+++ DATA IN THIS EXERCISE
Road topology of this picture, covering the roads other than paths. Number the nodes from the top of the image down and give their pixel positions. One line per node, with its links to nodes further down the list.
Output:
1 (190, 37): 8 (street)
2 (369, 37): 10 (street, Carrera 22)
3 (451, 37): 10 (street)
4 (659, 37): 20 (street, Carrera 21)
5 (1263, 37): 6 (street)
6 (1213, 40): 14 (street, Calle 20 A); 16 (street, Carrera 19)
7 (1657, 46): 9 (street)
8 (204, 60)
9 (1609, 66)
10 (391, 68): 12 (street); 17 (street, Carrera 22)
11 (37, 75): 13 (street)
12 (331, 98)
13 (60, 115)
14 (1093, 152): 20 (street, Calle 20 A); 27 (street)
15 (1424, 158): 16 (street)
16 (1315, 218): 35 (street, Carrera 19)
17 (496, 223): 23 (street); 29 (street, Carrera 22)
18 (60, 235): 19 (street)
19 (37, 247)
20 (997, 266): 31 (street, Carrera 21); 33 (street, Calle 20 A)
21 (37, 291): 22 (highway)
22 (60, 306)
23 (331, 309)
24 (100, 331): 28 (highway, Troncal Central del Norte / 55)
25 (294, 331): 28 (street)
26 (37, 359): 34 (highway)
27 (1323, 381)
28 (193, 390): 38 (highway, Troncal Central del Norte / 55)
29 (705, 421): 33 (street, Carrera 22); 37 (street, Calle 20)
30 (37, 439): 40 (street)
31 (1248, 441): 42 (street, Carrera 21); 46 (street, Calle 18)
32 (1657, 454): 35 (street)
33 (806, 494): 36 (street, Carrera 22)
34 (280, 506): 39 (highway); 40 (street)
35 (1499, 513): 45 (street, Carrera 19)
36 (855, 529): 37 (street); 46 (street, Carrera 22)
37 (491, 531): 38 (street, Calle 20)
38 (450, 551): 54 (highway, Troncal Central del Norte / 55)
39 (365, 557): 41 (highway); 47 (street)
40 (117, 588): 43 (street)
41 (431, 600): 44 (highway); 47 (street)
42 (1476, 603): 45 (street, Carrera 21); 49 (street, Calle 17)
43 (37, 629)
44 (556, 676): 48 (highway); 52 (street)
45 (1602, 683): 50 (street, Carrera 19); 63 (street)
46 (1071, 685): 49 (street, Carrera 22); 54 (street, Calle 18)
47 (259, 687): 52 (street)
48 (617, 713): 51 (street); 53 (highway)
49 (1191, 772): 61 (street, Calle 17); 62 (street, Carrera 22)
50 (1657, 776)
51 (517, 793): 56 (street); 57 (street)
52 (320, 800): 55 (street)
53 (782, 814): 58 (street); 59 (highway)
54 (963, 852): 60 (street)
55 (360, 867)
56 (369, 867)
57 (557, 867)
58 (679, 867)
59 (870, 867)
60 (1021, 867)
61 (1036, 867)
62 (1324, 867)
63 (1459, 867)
++++++
- BRIEF -
Only the lines containing the string "Central" are needed; pull them out of the records.

- RESPONSE -
24 (100, 331): 28 (highway, Troncal Central del Norte / 55)
28 (193, 390): 38 (highway, Troncal Central del Norte / 55)
38 (450, 551): 54 (highway, Troncal Central del Norte / 55)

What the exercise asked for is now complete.